[Stored items]
- Opening Delimiter -
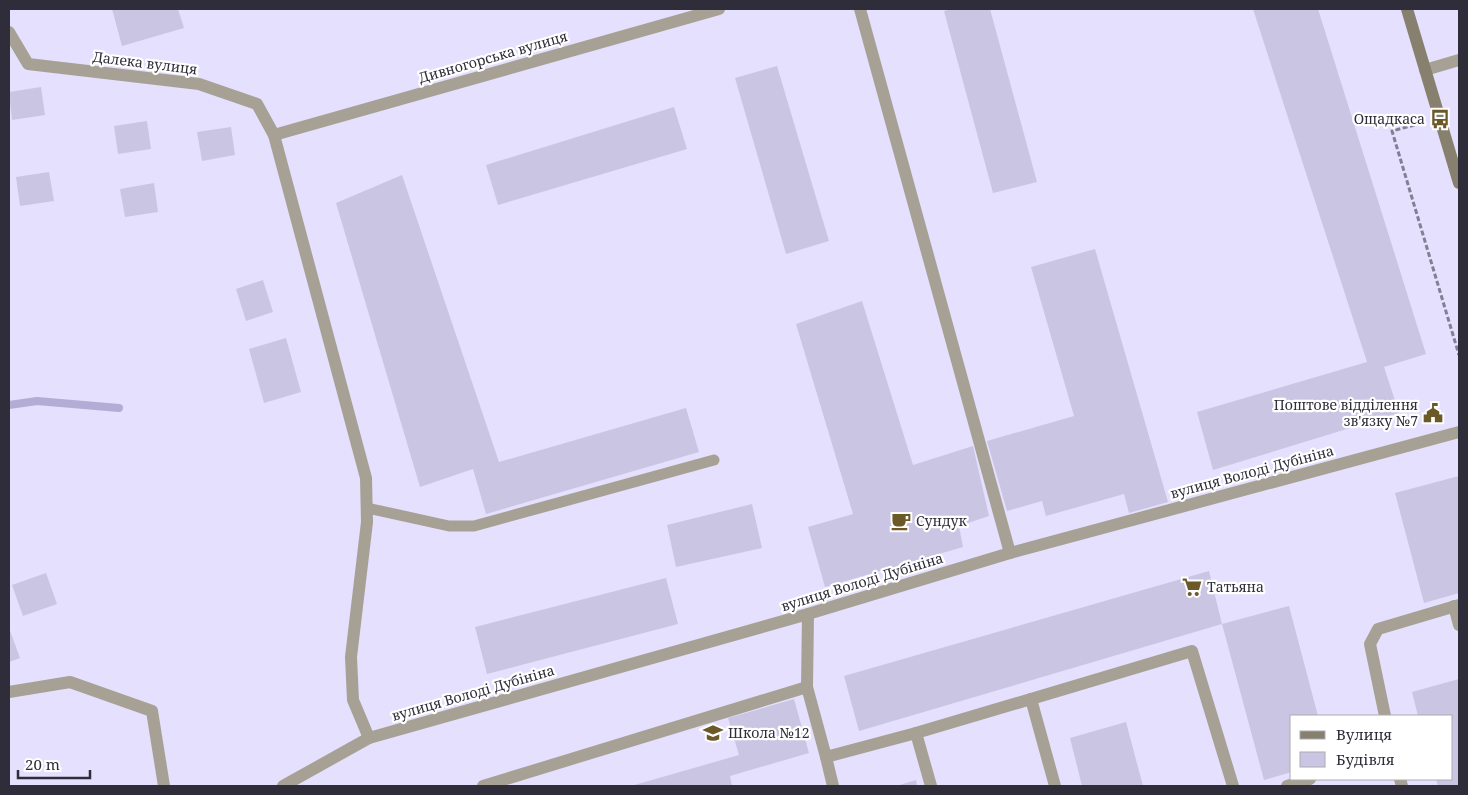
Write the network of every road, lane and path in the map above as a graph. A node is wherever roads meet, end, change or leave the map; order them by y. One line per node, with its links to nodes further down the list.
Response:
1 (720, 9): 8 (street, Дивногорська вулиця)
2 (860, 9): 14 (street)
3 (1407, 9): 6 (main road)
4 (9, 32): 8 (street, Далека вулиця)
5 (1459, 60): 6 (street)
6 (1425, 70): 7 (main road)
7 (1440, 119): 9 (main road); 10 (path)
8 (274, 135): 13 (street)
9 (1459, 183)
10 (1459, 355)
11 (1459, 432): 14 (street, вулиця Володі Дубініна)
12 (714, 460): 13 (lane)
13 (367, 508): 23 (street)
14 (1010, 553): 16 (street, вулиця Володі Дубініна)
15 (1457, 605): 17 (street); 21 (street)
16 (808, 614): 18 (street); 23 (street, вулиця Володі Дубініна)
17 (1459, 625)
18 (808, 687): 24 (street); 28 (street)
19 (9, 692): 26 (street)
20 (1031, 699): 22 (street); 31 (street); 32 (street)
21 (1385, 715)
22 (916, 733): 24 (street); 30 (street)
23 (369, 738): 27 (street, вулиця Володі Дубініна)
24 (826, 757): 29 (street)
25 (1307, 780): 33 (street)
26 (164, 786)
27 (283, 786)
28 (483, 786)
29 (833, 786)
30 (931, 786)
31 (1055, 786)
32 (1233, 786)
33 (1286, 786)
- Closing Delimiter -
[EXERCISE] Word for word, set down each record shown above, omitting the pictures.

[EXERCISE RESPONSE]
Write the network of every road, lane and path in the map above as a graph. A node is wherever roads meet, end, change or leave the map; order them by y. One line per node, with its links to nodes further down the list.
Response:
1 (720, 9): 8 (street, Дивногорська вулиця)
2 (860, 9): 14 (street)
3 (1407, 9): 6 (main road)
4 (9, 32): 8 (street, Далека вулиця)
5 (1459, 60): 6 (street)
6 (1425, 70): 7 (main road)
7 (1440, 119): 9 (main road); 10 (path)
8 (274, 135): 13 (street)
9 (1459, 183)
10 (1459, 355)
11 (1459, 432): 14 (street, вулиця Володі Дубініна)
12 (714, 460): 13 (lane)
13 (367, 508): 23 (street)
14 (1010, 553): 16 (street, вулиця Володі Дубініна)
15 (1457, 605): 17 (street); 21 (street)
16 (808, 614): 18 (street); 23 (street, вулиця Володі Дубініна)
17 (1459, 625)
18 (808, 687): 24 (street); 28 (street)
19 (9, 692): 26 (street)
20 (1031, 699): 22 (street); 31 (street); 32 (street)
21 (1385, 715)
22 (916, 733): 24 (street); 30 (street)
23 (369, 738): 27 (street, вулиця Володі Дубініна)
24 (826, 757): 29 (street)
25 (1307, 780): 33 (street)
26 (164, 786)
27 (283, 786)
28 (483, 786)
29 (833, 786)
30 (931, 786)
31 (1055, 786)
32 (1233, 786)
33 (1286, 786)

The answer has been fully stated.